5
Yorum
4
Beğeni
5,0
Puan
2305
Okunma

Saçlarını karıştırıyor rüzgar
İğde kokan günü bırakıyor avuçlarıma.
Demliyor her kıdemli vakitte mistik acılarını,
Güneşin yakıcılığı.
İçinde oluşan göz yaşlarıma karışıyor irinler
Ve ben;
Bir cerahat gibi sızmayı diliyorum vücudunun herhangi bir yerinden.
Nafile bu mektuplar...
Hiçbir umudun içinde yoksun.
Dudaklarının değdiği fincanlara dokunmaktan
Parmaklarım yorgun...
Adını dualarımdan hiç çıkarmadım sevgili,
Bir teni bırak,
Bir başka hayalle bile sana ihanet etmedim.

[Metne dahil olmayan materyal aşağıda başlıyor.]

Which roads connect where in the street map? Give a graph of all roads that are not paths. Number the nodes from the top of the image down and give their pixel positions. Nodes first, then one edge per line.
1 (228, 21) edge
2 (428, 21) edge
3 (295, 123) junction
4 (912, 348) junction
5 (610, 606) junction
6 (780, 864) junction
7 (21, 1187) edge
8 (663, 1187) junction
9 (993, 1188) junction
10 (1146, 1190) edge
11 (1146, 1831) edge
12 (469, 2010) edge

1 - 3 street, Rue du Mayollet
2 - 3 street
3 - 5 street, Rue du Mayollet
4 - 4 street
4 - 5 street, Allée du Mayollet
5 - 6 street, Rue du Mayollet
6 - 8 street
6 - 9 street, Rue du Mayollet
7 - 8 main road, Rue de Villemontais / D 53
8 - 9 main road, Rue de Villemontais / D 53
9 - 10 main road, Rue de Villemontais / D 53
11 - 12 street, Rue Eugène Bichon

Yapışıp kaldığından beri tenimin içinde ki kan pompalayan organa,
Daha uzun yaşa diye içine duman bile üflemedim.
Doğum lekesi gibi,
Ne kadar yaşarsam o kadar dahil olacaksın günlerime...
Biliyorum,
Ne ise biçilen kaderime,
O kadar dans edeceğim yüzünle.
Yaşım çocuk daha,
Ruhum acınla olgun.
Adımlarının değdiği halıları okşamaktan,
Ellerim yorgun...
Dokunuşların tenhalarına hapsediyor melekleri,
Yedi günahın suyunu içiriyor zaman,
Tuvallere siyahtan başka akıtabileceğim rengim yok,
Bir kılıf uyduramıyorum üryan sebeplerime,
Bir yağmur demek, bin defa sana dokunmak demek bu şehirde,
Kuraklığına takılan çiçeklerim saksılarında solgun.
Sesini duyamamaktan
Kulaklarım yorgun...
Kederimi ayaklarının altından kazı
Son kullanma tarihi geçmiş ilaçlar gibi,
İyi gelmiyor yokluğun bana zehirliyor aşkını.
Zamanın akıl almaz çarkları,
Çıkartsın şeytanın alıp seni bana geri vermeyen canını.
Kesişmiyor bir türlü yoluma yolun
Bana yaşattığın bu kederi duyumsamaktan,
Vücudum yorgun...
Duy artık şiirlerimin çığlıklarını
Şah damarı kesiliyor umudumun
Ömrüm bulutlanıyor gözlerinin önünde
Silecekler yetişmiyor gözlerimin nemine
Yokluğuna şiirler yazmaktan,
Kalemim yorgun...
Elif SEZGİN
5.0
100% (7)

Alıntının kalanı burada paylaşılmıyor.